All things considered, the funeral was actually quite simple – humble even, considering the man being remembered, the life celebrated. I feel that God was glorified, even if that glory was tainted by human sin and imperfection – but when isn’t it? Ok, you Lutherans who might be offended by my statements – I’m just being honest about my observations and my feelings about them. I’m a pilgrim and a neophyte, even as an undershepherd. I am working out my own salvation with fear and trembling, chewing on the meat and the mystery of our God who is love. I make no pretense of having everything worked out and I can take, and welcome, my brothers and sisters to show me where I am wrong – but speak the truth in love, please. Roman Catholics, I am not suggesting in any way that the disagreements we have in doctrine, and in practice, are insignificant, nor that the blending or tarnishing of the Gospel and the glory that is due only to God are acceptable, however, I am heartened that perhaps much more of the Gospel is proclaimed in the RCC than I may have surmised.
All being said, a very inspiring and courageous man has been taken from the valley in which we dwell, and he will be missed.
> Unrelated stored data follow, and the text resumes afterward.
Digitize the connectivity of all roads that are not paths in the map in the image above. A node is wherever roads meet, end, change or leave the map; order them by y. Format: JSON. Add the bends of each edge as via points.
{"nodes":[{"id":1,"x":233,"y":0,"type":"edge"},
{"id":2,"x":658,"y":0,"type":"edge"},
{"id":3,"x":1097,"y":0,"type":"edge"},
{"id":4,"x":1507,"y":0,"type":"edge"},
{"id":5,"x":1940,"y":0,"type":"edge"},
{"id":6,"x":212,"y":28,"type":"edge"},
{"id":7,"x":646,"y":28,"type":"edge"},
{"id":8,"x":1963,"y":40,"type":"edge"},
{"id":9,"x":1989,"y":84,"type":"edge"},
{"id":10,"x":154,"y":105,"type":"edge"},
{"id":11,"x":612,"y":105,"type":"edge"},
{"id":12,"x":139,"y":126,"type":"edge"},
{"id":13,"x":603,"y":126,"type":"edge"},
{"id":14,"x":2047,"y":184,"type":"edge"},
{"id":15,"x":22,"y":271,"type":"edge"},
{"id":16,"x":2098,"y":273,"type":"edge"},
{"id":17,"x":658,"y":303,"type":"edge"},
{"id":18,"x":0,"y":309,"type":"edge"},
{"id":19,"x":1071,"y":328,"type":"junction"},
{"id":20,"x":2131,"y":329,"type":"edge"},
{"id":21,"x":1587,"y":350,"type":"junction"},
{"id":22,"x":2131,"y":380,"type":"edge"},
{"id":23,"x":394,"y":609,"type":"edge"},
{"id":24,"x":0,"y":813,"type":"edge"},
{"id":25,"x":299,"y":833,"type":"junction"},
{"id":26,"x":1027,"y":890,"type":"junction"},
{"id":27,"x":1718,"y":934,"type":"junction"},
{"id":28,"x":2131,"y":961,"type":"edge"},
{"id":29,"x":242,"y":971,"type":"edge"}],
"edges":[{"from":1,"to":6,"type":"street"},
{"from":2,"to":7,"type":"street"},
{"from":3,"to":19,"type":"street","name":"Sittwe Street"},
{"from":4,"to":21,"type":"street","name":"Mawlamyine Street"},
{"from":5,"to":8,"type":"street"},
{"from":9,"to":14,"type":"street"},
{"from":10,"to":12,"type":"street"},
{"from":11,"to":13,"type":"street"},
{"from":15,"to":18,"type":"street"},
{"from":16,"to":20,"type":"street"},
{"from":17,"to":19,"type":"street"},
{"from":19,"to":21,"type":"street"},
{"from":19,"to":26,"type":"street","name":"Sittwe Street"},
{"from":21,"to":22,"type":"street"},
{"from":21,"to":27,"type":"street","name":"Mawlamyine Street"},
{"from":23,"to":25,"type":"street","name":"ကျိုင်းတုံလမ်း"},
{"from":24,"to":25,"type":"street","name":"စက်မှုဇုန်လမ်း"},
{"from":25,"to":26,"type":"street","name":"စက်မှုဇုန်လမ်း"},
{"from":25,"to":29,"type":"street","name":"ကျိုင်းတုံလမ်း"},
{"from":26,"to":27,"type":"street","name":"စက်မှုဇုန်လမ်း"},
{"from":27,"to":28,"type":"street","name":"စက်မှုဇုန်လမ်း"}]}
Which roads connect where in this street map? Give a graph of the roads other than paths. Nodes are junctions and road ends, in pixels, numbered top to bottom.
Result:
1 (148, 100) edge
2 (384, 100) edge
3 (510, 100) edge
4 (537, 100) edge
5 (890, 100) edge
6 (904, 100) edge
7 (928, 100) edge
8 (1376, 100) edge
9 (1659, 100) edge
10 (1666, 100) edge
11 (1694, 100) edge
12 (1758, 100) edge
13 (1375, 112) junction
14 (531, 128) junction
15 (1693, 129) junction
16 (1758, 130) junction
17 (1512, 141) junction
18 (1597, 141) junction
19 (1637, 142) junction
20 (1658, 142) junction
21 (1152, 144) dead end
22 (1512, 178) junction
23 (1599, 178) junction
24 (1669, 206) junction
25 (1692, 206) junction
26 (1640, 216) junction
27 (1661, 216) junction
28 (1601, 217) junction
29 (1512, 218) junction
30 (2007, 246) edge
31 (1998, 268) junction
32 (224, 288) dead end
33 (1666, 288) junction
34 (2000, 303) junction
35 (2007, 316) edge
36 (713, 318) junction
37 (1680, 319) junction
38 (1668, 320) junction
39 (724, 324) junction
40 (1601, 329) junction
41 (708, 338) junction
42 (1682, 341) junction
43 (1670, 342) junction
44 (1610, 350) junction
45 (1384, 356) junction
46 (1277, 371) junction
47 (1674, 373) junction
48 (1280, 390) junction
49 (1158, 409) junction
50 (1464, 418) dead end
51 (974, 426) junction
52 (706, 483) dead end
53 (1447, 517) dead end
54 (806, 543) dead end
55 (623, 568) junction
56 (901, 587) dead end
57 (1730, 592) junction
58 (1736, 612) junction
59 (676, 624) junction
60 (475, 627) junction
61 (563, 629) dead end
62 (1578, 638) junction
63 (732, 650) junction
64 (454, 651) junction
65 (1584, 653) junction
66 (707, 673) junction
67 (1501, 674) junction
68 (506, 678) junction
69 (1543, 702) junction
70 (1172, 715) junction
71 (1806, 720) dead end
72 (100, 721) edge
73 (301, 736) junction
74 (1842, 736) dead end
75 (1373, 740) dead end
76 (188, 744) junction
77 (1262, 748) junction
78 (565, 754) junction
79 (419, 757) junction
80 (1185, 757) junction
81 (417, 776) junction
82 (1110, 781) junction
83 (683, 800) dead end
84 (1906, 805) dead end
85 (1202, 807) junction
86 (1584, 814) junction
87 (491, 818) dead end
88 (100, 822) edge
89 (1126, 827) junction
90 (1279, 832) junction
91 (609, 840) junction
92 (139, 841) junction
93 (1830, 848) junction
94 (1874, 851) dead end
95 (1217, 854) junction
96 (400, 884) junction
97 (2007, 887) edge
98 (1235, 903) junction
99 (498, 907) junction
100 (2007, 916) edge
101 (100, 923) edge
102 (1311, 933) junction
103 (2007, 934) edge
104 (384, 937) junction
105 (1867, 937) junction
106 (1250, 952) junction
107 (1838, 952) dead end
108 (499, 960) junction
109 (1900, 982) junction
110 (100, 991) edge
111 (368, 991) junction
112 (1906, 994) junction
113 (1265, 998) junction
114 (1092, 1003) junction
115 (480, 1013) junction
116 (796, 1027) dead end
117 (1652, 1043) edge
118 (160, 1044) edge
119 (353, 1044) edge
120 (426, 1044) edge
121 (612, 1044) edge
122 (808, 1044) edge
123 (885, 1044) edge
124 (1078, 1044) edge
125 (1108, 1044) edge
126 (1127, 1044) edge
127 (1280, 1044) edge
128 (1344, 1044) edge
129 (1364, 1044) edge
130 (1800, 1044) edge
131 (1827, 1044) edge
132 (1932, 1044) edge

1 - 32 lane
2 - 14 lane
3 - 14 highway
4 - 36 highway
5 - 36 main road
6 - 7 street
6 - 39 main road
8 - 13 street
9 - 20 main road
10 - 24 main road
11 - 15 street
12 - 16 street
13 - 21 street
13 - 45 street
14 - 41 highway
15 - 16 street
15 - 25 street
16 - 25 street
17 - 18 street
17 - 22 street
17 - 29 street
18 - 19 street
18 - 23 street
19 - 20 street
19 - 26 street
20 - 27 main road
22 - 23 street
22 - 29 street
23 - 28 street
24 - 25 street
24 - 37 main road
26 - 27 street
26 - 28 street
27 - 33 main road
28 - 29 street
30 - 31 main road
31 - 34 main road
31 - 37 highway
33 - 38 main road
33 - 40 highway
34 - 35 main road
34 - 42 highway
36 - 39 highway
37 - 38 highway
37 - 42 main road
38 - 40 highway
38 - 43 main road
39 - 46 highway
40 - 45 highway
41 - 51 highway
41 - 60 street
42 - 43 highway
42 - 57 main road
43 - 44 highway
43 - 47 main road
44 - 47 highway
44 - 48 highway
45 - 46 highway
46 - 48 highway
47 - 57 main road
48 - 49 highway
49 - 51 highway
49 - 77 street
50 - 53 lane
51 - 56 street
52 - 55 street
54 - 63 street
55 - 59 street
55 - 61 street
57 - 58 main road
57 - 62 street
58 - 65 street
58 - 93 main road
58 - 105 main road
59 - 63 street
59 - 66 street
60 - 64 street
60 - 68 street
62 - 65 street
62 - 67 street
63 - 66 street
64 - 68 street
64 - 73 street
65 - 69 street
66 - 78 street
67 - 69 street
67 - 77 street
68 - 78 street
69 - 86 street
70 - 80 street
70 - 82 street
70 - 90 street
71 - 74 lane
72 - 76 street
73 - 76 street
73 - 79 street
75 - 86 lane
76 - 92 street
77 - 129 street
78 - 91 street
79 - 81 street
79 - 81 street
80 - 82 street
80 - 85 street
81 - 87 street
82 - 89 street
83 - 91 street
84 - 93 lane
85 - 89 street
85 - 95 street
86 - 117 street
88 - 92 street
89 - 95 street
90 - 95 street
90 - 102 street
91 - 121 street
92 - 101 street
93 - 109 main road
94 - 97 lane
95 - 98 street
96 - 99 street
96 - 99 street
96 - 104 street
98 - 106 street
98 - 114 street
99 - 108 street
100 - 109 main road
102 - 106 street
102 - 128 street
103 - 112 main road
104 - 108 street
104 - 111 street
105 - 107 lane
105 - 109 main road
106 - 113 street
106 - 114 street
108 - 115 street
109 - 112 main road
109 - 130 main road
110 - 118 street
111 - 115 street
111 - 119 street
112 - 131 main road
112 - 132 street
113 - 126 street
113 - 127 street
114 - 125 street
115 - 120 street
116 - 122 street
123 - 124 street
And I cannot help but believe that he has joined the eternal convivium of saints and angels with the Father and the Son and the Holy Spirit on Mt. Zion.
Blessed are they that die in the Lord (period).

2 comments:

orrologion said...

Did you get a look at the rather gaudy, Disney-esque grotto in the back right of the church as you enter? I'd love to see more of that complex. It's just up the street from my parish, and down the Avenue a ways from my apartment on the upper east side. You should have written, we could have gotten coffee.

Sayville Rev said...

Just now read this...nice report. I wanted to attend but thought it might be packed...didn't interest me to stand so close to probably 600-700 people! Looks like it was a fitting ushering into the courts of heaven for a faithful servant of Christ.